Ma il diritto di asilo è rimasto, in Italia, a lungo sostanzialmente circoscritto in ristretti ambiti, vuoi per ragioni storiche (l’Italia è stata storicamente un Paese di emigrazione e non meta di significativi flussi migratori), vuoi per ragioni politiche (tra le quali primeggia la divisione del mondo in blocchi con le sue ripercussioni interne). La Costituzione è restata così a lungo inattuata, anche dopo la conclusione della Convenzione di Ginevra del 1951, ratificata dall’Italia nel 1954 con efficacia limitata, temporalmente, alle persecuzioni anteriori al 1951 (sino al Protocollo addizionale del 1967) e, sul piano geografico, a quelle avvenute nei Paesi di provenienza europea, attraverso la riserva ritirata solo con il dl n. 416/1989.

Il mutato contesto europeo, con l’adozione del Trattato di Maastricht nel 1992, e la creazione di uno spazio di libertà, sicurezza e giustizia, unitamente all’espansione del nuovo diritto internazionale dei diritti umani, ha aperto la strada alla disciplina europea e nazionale del diritto di asilo[7].
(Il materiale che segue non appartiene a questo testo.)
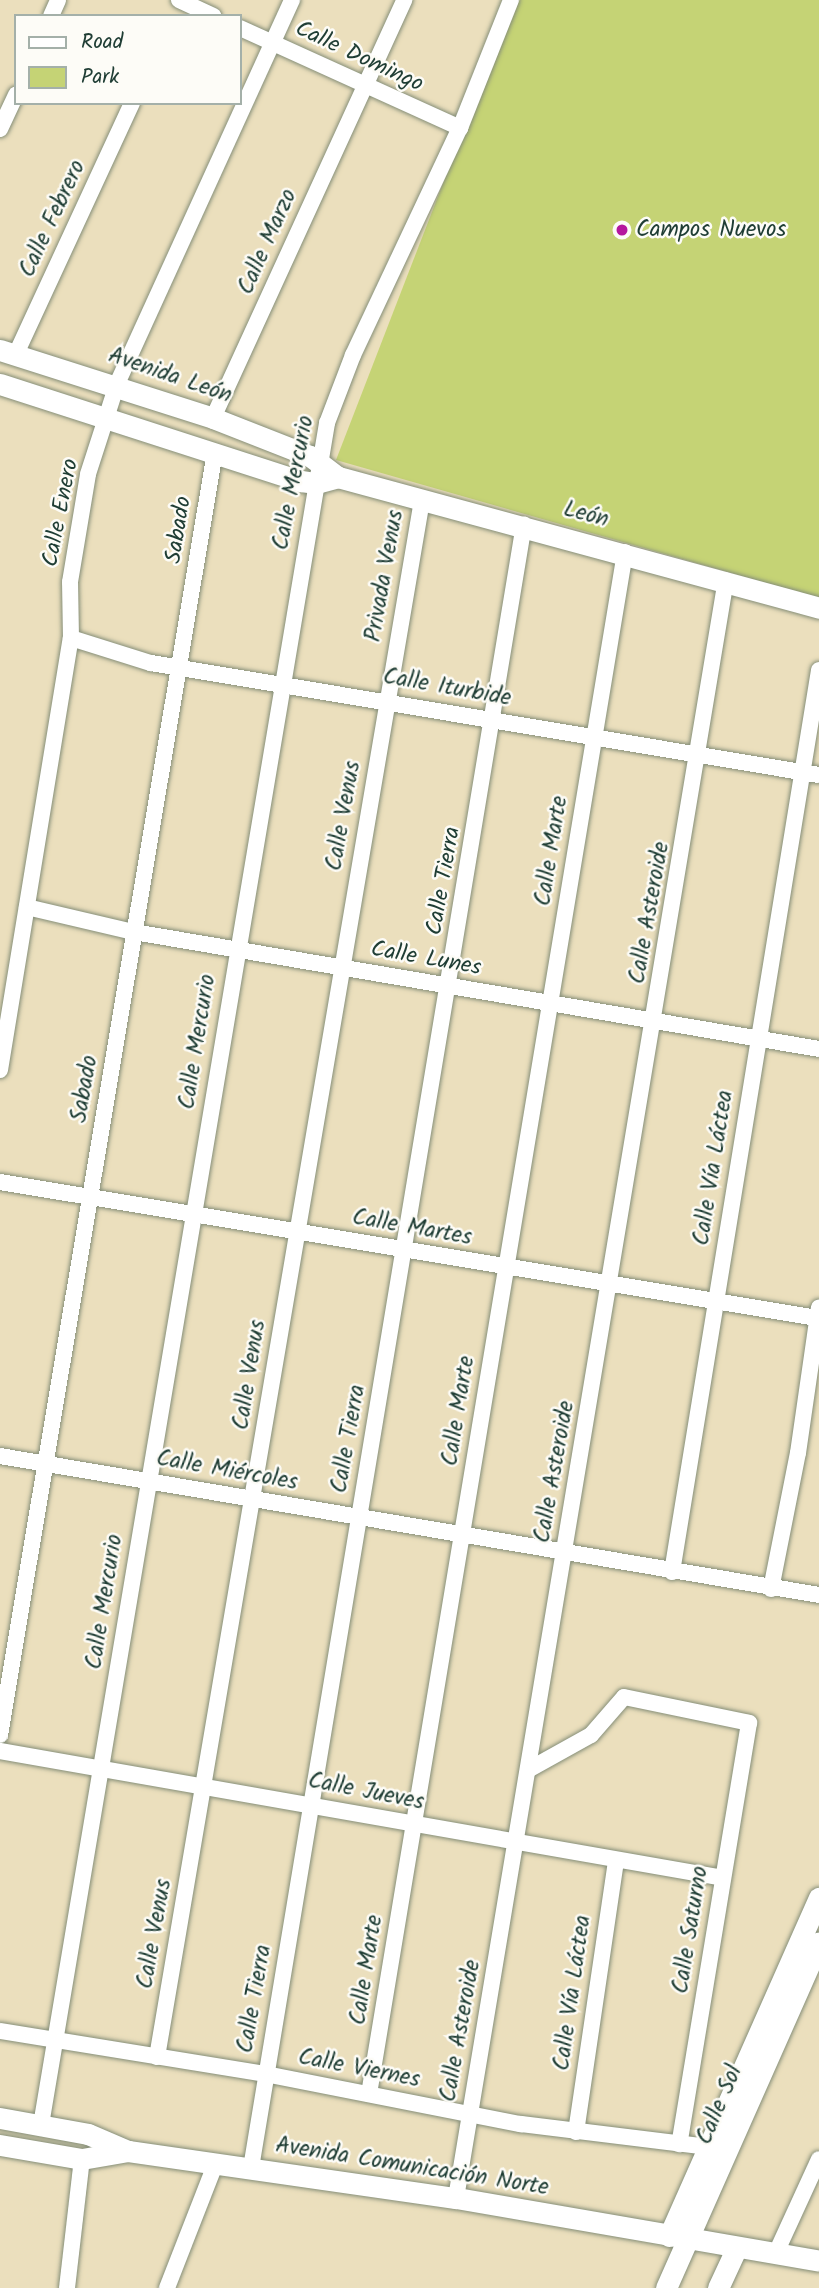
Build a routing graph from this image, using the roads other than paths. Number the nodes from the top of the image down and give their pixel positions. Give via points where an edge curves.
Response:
1 (179, 0) edge
2 (292, 0) edge
3 (404, 0) edge
4 (511, 0) edge
5 (210, 14) edge
6 (242, 28) edge
7 (272, 42) junction
8 (365, 85) junction
9 (14, 98) edge
10 (130, 105) edge
11 (460, 128) junction
12 (0, 129) edge
13 (8, 352) edge
14 (0, 384) edge
15 (117, 384) junction
16 (108, 417) junction
17 (213, 418) junction
18 (215, 452) junction
19 (320, 461) junction
20 (338, 477) junction
21 (316, 483) junction
22 (422, 500) junction
23 (524, 525) junction
24 (625, 552) junction
25 (726, 580) junction
26 (819, 608) edge
27 (71, 638) junction
28 (180, 665) junction
29 (819, 670) edge
30 (280, 682) junction
31 (386, 700) junction
32 (495, 719) junction
33 (594, 735) junction
34 (700, 754) junction
35 (802, 772) junction
36 (819, 775) edge
37 (27, 907) junction
38 (134, 932) junction
39 (236, 950) junction
40 (341, 968) junction
41 (449, 986) junction
42 (550, 1004) junction
43 (655, 1022) junction
44 (758, 1039) junction
45 (819, 1049) edge
46 (0, 1070) edge
47 (0, 1182) edge
48 (90, 1197) junction
49 (192, 1214) junction
50 (296, 1231) junction
51 (405, 1250) junction
52 (506, 1267) junction
53 (610, 1284) junction
54 (716, 1301) junction
55 (818, 1313) edge
56 (0, 1456) edge
57 (44, 1464) junction
58 (148, 1480) junction
59 (253, 1499) junction
60 (359, 1517) junction
61 (461, 1535) junction
62 (565, 1553) junction
63 (671, 1572) junction
64 (771, 1589) junction
65 (819, 1595) edge
66 (0, 1735) edge
67 (0, 1751) edge
68 (100, 1768) junction
69 (528, 1770) junction
70 (203, 1785) junction
71 (311, 1805) junction
72 (414, 1824) junction
73 (516, 1843) junction
74 (616, 1862) junction
75 (723, 1878) junction
76 (819, 1898) edge
77 (819, 1942) edge
78 (814, 1968) edge
79 (0, 2031) edge
80 (55, 2040) junction
81 (157, 2056) junction
82 (265, 2074) junction
83 (369, 2094) junction
84 (470, 2115) junction
85 (0, 2118) edge
86 (41, 2125) junction
87 (576, 2132) junction
88 (679, 2144) junction
89 (0, 2145) edge
90 (709, 2147) junction
91 (128, 2151) junction
92 (82, 2159) junction
93 (819, 2159) edge
94 (215, 2165) junction
95 (251, 2168) junction
96 (456, 2198) junction
97 (678, 2238) junction
98 (737, 2247) junction
99 (776, 2253) junction
100 (819, 2261) edge
101 (67, 2288) edge
102 (167, 2288) edge
103 (666, 2288) edge
104 (718, 2288) edge

1 - 5 street
2 - 7 street, Calle Enero
3 - 8 street, Calle Marzo
4 - 11 street, Calle Mercurio
6 - 7 street, Calle Domingo
7 - 8 street, Calle Domingo
7 - 15 street, Calle Enero
8 - 11 street, Calle Domingo
8 - 17 street, Calle Marzo
9 - 12 street
10 - 13 street, Calle Febrero
11 - 19 street, Calle Mercurio via 338,388
13 - 15 street, Avenida León
14 - 16 street
15 - 16 street, Calle Enero
15 - 17 street, Avenida León
16 - 18 street
16 - 27 street, Calle Enero via 76,528
17 - 19 street, Avenida León
18 - 21 street
18 - 28 street, Sabado
19 - 20 street, León
19 - 21 street, Calle Mercurio
20 - 21 street
20 - 22 street, León
21 - 30 street, Calle Mercurio
22 - 23 street, León
22 - 31 street, Privada Venus
23 - 24 street, León
23 - 32 street, Calle Tierra
24 - 25 street, León
24 - 33 street, Calle Marte
25 - 26 street, León
25 - 34 street, Calle Asteroide
27 - 28 street, Calle Iturbide via 124,658
27 - 37 street, Calle Enero
28 - 30 street, Calle Iturbide
28 - 38 street, Sabado
29 - 35 street, Calle Vía Láctea
30 - 31 street, Calle Iturbide
30 - 39 street, Calle Mercurio
31 - 32 street, Calle Iturbide
31 - 40 street, Calle Venus
32 - 33 street, Calle Iturbide
32 - 41 street, Calle Tierra
33 - 34 street, Calle Iturbide
33 - 42 street, Calle Marte
34 - 35 street, Calle Iturbide
34 - 43 street, Calle Asteroide
35 - 36 street, Calle Iturbide
35 - 44 street, Calle Vía Láctea
37 - 38 street, Calle Lunes
37 - 46 street, Calle Enero
38 - 39 street, Calle Lunes
38 - 48 street, Sabado
39 - 40 street, Calle Lunes
39 - 49 street, Calle Mercurio
40 - 41 street, Calle Lunes
40 - 50 street, Calle Venus
41 - 42 street, Calle Lunes
41 - 51 street, Calle Tierra
42 - 43 street, Calle Lunes
42 - 52 street, Calle Marte
43 - 44 street, Calle Lunes
43 - 53 street, Calle Asteroide
44 - 45 street, Calle Lunes
44 - 54 street, Calle Vía Láctea
47 - 48 street, Calle Martes
48 - 49 street, Calle Martes
48 - 57 street, Sabado
49 - 50 street, Calle Martes
49 - 58 street, Calle Mercurio
50 - 51 street, Calle Martes
50 - 59 street, Calle Venus
51 - 52 street, Calle Martes
51 - 60 street, Calle Tierra
52 - 53 street, Calle Martes
52 - 61 street, Calle Marte
53 - 54 street, Calle Martes
53 - 62 street, Calle Asteroide
54 - 55 street, Calle Martes
54 - 63 street, Calle Vía Láctea
55 - 64 street via 800,1440
56 - 57 street, Calle Miércoles
57 - 58 street, Calle Miércoles
57 - 66 street, Sabado
58 - 59 street, Calle Miércoles
58 - 68 street, Calle Mercurio
59 - 60 street, Calle Miércoles
59 - 70 street, Calle Venus
60 - 61 street, Calle Miércoles
60 - 71 street, Calle Tierra
61 - 62 street, Calle Miércoles
61 - 72 street, Calle Marte
62 - 63 street, Calle Miércoles
62 - 69 street, Calle Asteroide
63 - 64 street, Calle Miércoles
64 - 65 street, Calle Miércoles
67 - 68 street, Calle Jueves
68 - 70 street, Calle Jueves
68 - 80 street, Calle Mercurio
69 - 73 street, Calle Asteroide
69 - 75 street, Calle Saturno via 591,1735 624,1697 749,1723
70 - 71 street, Calle Jueves
70 - 81 street, Calle Venus
71 - 72 street, Calle Jueves
71 - 82 street, Calle Tierra
72 - 73 street, Calle Jueves
72 - 83 street, Calle Marte
73 - 74 street, Calle Jueves
73 - 84 street, Calle Asteroide
74 - 75 street, Calle Jueves
74 - 87 street, Calle Vía Láctea
75 - 88 street, Calle Saturno
76 - 90 street, Calle Sol
77 - 78 street, Calle Sol
78 - 97 street, Calle Sol
79 - 80 street, Calle Viernes
80 - 81 street, Calle Viernes
80 - 86 street, Calle Mercurio
81 - 82 street, Calle Viernes
82 - 83 street, Calle Viernes
82 - 95 street, Calle Tierra
83 - 84 street, Calle Viernes
84 - 87 street, Calle Viernes
84 - 96 street, Calle Asteroide
85 - 86 street, Avenida Comunicación Norte
86 - 91 street, Avenida Comunicación Norte via 88,2134
87 - 88 street, Calle Viernes
88 - 90 street, Calle Viernes
89 - 92 street, Avenida Comunicación Norte
90 - 97 street, Calle Sol
91 - 92 street, Avenida Comunicación Norte
91 - 94 street, Avenida Comunicación Norte
92 - 101 street
93 - 99 street
94 - 95 street, Avenida Comunicación Norte
94 - 102 street
95 - 96 street, Avenida Comunicación Norte
96 - 97 street, Avenida Comunicación Norte
97 - 98 street, Avenida Comunicación Norte
97 - 103 street, Calle Sol
98 - 99 street, Avenida Comunicación Norte
98 - 104 street
99 - 100 street, Avenida Comunicación Norte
All’esito, provvisorio, di questo lungo processo è oggi però divenuto necessario ridefinire il diritto di asilo di fonte costituzionale per due principali ragioni.
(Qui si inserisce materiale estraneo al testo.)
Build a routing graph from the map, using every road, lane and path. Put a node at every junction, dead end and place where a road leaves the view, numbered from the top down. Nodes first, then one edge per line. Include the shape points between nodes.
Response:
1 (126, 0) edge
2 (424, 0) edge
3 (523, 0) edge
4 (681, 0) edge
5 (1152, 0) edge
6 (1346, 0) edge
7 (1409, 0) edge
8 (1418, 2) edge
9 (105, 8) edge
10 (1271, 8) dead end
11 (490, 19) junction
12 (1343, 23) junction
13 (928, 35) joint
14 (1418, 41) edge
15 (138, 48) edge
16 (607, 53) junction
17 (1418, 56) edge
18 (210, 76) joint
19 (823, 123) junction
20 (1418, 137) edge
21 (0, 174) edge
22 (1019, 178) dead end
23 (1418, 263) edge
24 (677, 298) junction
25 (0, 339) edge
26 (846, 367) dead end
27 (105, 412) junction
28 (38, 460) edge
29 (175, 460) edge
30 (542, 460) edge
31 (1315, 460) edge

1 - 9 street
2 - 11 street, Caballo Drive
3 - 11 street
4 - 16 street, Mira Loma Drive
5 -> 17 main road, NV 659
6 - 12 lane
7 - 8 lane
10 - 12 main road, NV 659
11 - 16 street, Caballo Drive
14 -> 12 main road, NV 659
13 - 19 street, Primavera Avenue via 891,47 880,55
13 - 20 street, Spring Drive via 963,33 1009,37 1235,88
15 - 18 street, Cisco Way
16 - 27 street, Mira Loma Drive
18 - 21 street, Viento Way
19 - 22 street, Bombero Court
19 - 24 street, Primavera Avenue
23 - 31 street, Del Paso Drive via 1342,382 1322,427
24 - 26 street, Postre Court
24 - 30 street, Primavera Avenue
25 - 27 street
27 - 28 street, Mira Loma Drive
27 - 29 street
La prima è quella per cui i presupposti per il riconoscimento del diritto di asilo, previsti dalla legislazione ordinaria, in gran parte di matrice eurounitaria, appaiono inadeguati e frammentari, talvolta anche incoerenti se non collocati dentro il nitido quadro dell’art. 10 Cost.[8]. Di qui l’individuazione nella Costituzione della fonte dell’obbligo di prevedere la protezione umanitaria a copertura delle minacce rimaste prive di protezione nella disciplina europea o internazionale, come indicano gli interventi ospitati in questo numero[9]. Ed il ruolo propulsivo della protezione umanitaria nell’attuazione del diritto costituzionale di asilo[10].

La seconda si rinviene nella difficoltà dell’Ue di dare piena ed effettiva attuazione ai principi che essa ha sancito nelle proprie fonti, sia primarie sia derivate, con la tendenza ad affermare soluzioni di progressiva chiusura delle porte del continente, ispirate ad un approccio prevalentemente intergovernativo[11].

Abbiamo volutamente scelto di lasciare sullo sfondo di questo numero la questione migratoria nel suo complesso, ed in particolare le politiche di gestione dei flussi migratori, pur consapevoli delle interconnessioni con il nostro tema. Tuttavia, non si può pretermetterne il punto di frizione principale, individuabile nella estrema difficoltà e talvolta nella impossibilità per il potenziale titolare del diritto di asilo di raggiungere il territorio dell’Ue.

È necessario ancora una volta ricordare che ostacolare l’entrata nel territorio dello Stato e della Ue significa sottrarre, in radice, al titolare del diritto di asilo, la possibilità di esercitarlo tramite la domanda di protezione di cui agli art. 10 Cost. e 18 Carta Ue.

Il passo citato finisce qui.